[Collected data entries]

══════════════════════════════

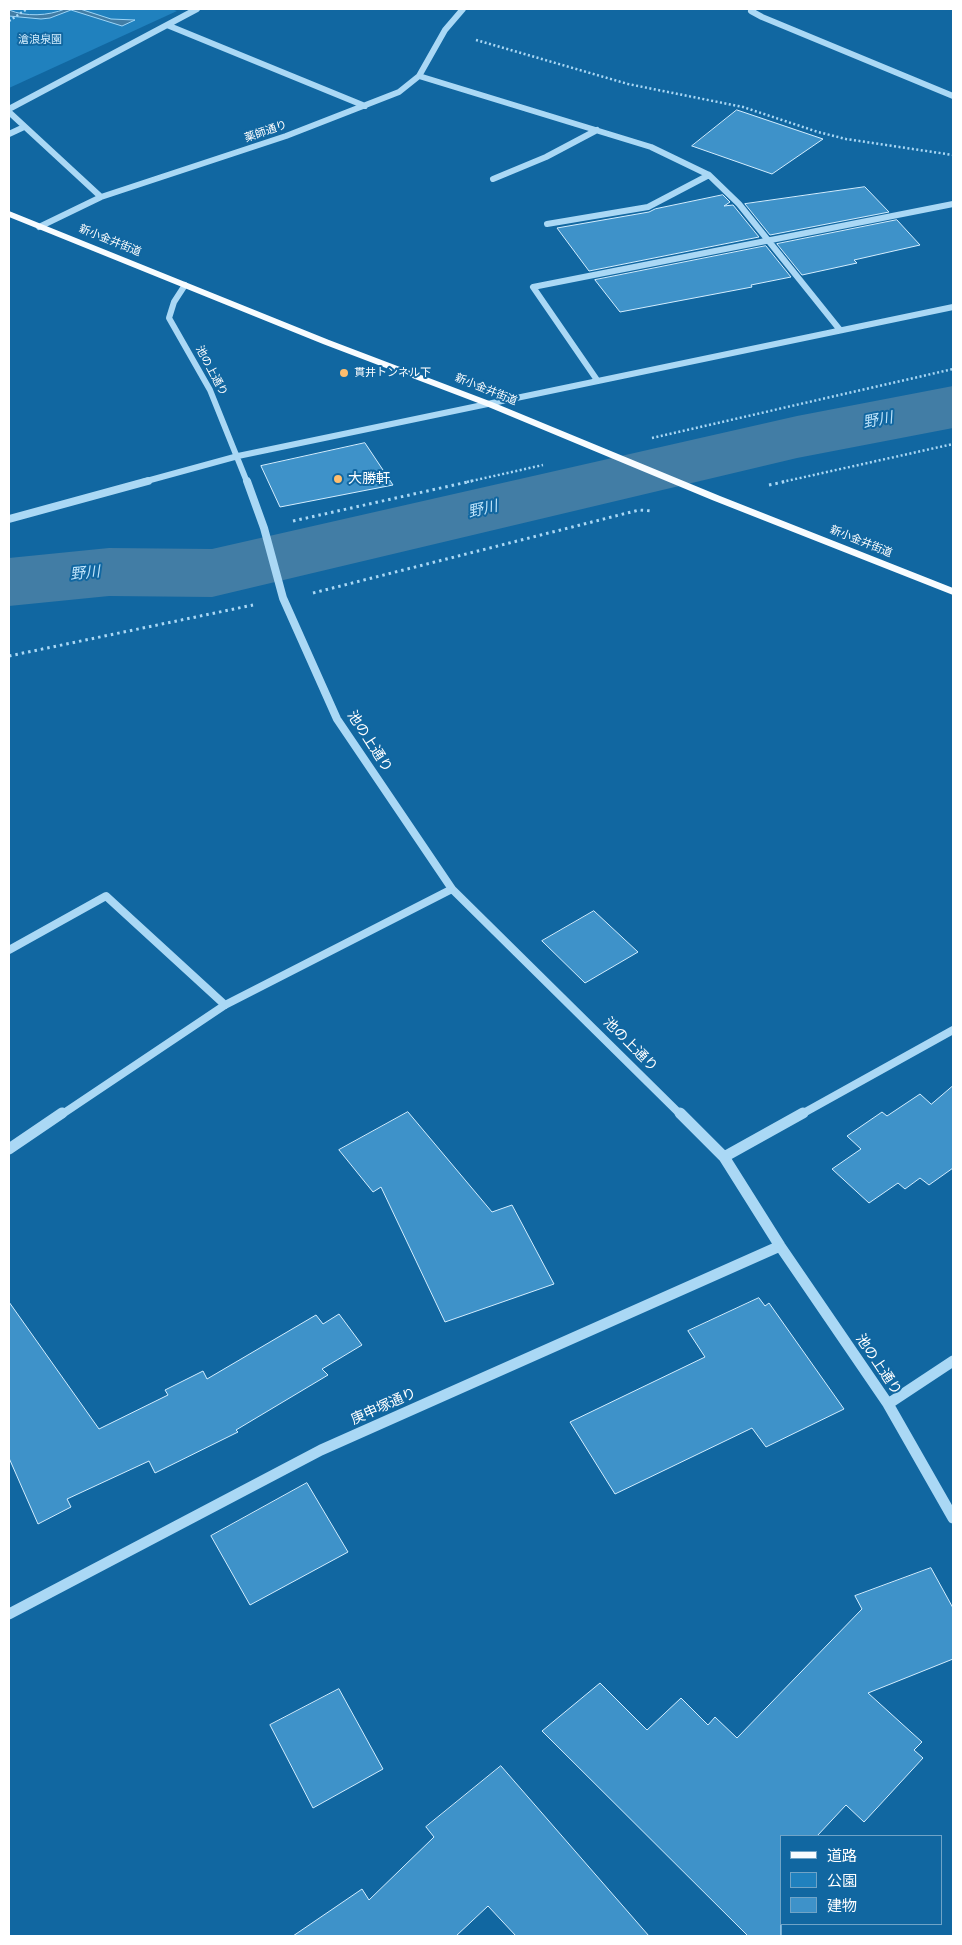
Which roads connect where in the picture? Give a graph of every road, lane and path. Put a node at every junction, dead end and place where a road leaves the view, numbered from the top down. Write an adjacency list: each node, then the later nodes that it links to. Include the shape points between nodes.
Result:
1 (27, 9): 5 (path)
2 (197, 9): 6 (street)
3 (463, 9): 7 (street, 薬師通り)
4 (750, 9): 9 (street, via 762,17)
5 (9, 21)
6 (166, 26): 10 (street); 11 (street)
7 (445, 30): 8 (street, 薬師通り); 15 (path, via 628,84 743,107 846,139)
8 (419, 76): 10 (street, 薬師通り, via 399,92); 13 (street)
9 (953, 96)
10 (365, 106): 18 (street, 薬師通り, via 286,136)
11 (9, 110): 12 (street)
12 (24, 127): 14 (street); 18 (street)
13 (597, 130): 16 (street, via 651,147); 17 (street, via 546,157)
14 (9, 134)
15 (953, 156)
16 (709, 175): 21 (street, via 648,207); 23 (street)
17 (493, 179)
18 (102, 196): 22 (street, 薬師通り)
19 (953, 204): 23 (street)
20 (9, 214): 22 (main road, 新小金井街道)
21 (547, 224)
22 (39, 227): 24 (main road, 新小金井街道)
23 (770, 241): 26 (street); 28 (street, via 533,287)
24 (185, 285): 29 (main road, 新小金井街道); 32 (street, 池の上通り, via 169,318 210,390)
25 (953, 307): 26 (street)
26 (840, 330): 28 (street)
27 (953, 369): 30 (path)
28 (597, 380): 29 (street)
29 (489, 404): 32 (street); 38 (main road, 新小金井街道)
30 (645, 439)
31 (953, 444): 34 (path)
32 (238, 456): 36 (street); 37 (street, 池の上通り)
33 (543, 465): 37 (path)
34 (766, 486)
35 (652, 511): 39 (path, via 639,510)
36 (9, 519)
37 (264, 528): 39 (street, 池の上通り)
38 (953, 592)
39 (283, 598): 40 (path); 41 (street, 池の上通り, via 337,719)
40 (9, 656)
41 (452, 889): 43 (street); 46 (street, 池の上通り)
42 (9, 950): 43 (street, via 106,896)
43 (224, 1005): 45 (street)
44 (953, 1030): 46 (street)
45 (9, 1149)
46 (724, 1158): 47 (street, 池の上通り)
47 (780, 1246): 49 (street, 池の上通り); 51 (street, 庚申塚通り, via 321,1450)
48 (953, 1360): 49 (street)
49 (888, 1404): 50 (street, 池の上通り)
50 (953, 1518)
51 (9, 1614)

══════════════════════════════

- [ACTION ITEM]: Which lines above contain the word "薬師通り"? Show each of them.

- [EXERCISE RESPONSE]:
3 (463, 9): 7 (street, 薬師通り)
7 (445, 30): 8 (street, 薬師通り); 15 (path, via 628,84 743,107 846,139)
8 (419, 76): 10 (street, 薬師通り, via 399,92); 13 (street)
10 (365, 106): 18 (street, 薬師通り, via 286,136)
18 (102, 196): 22 (street, 薬師通り)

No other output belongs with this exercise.